Count how many lines in the following data hold the word "Marietta". Your answer is the number and nothing else.
[Data shown — start]
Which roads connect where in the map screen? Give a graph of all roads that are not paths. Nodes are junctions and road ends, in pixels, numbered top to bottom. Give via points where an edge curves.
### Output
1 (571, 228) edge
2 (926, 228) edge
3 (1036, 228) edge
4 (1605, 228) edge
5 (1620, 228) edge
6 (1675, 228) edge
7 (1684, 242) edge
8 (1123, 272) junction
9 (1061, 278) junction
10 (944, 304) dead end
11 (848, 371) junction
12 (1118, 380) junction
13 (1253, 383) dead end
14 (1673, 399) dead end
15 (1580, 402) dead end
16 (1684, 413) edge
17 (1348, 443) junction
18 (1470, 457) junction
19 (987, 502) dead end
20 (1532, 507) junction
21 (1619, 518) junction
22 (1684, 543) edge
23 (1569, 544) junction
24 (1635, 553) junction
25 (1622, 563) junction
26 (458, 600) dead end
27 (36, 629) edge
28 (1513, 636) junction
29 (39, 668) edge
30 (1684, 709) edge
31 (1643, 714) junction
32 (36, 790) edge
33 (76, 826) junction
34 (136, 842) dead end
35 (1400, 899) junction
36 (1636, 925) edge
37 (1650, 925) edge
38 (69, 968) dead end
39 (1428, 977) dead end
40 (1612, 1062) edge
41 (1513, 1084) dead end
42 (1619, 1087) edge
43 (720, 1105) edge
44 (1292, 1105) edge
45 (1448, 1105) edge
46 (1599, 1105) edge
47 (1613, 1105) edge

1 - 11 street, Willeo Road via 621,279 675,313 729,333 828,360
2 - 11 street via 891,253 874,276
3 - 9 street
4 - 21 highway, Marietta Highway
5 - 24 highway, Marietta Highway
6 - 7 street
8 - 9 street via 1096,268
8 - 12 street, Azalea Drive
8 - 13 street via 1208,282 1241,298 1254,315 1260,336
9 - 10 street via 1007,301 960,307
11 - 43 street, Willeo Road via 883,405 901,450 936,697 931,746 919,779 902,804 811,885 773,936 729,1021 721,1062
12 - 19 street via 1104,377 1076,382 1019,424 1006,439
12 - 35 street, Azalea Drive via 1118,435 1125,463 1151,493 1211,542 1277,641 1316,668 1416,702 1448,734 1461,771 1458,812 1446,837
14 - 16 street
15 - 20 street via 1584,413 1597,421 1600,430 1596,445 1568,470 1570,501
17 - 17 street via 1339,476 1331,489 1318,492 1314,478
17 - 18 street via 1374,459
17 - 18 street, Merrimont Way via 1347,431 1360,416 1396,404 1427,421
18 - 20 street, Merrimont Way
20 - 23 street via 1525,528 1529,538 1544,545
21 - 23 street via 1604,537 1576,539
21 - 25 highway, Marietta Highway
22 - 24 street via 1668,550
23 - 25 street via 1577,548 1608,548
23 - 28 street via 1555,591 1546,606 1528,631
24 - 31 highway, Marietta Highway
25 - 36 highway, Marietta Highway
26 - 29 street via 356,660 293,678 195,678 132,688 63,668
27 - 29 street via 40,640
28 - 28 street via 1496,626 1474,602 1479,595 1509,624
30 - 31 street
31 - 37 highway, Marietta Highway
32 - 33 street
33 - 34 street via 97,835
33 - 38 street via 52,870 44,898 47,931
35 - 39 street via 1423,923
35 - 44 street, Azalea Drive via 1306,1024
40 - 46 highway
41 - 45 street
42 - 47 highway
[Data shown — finish]
- [Expected answer]: 6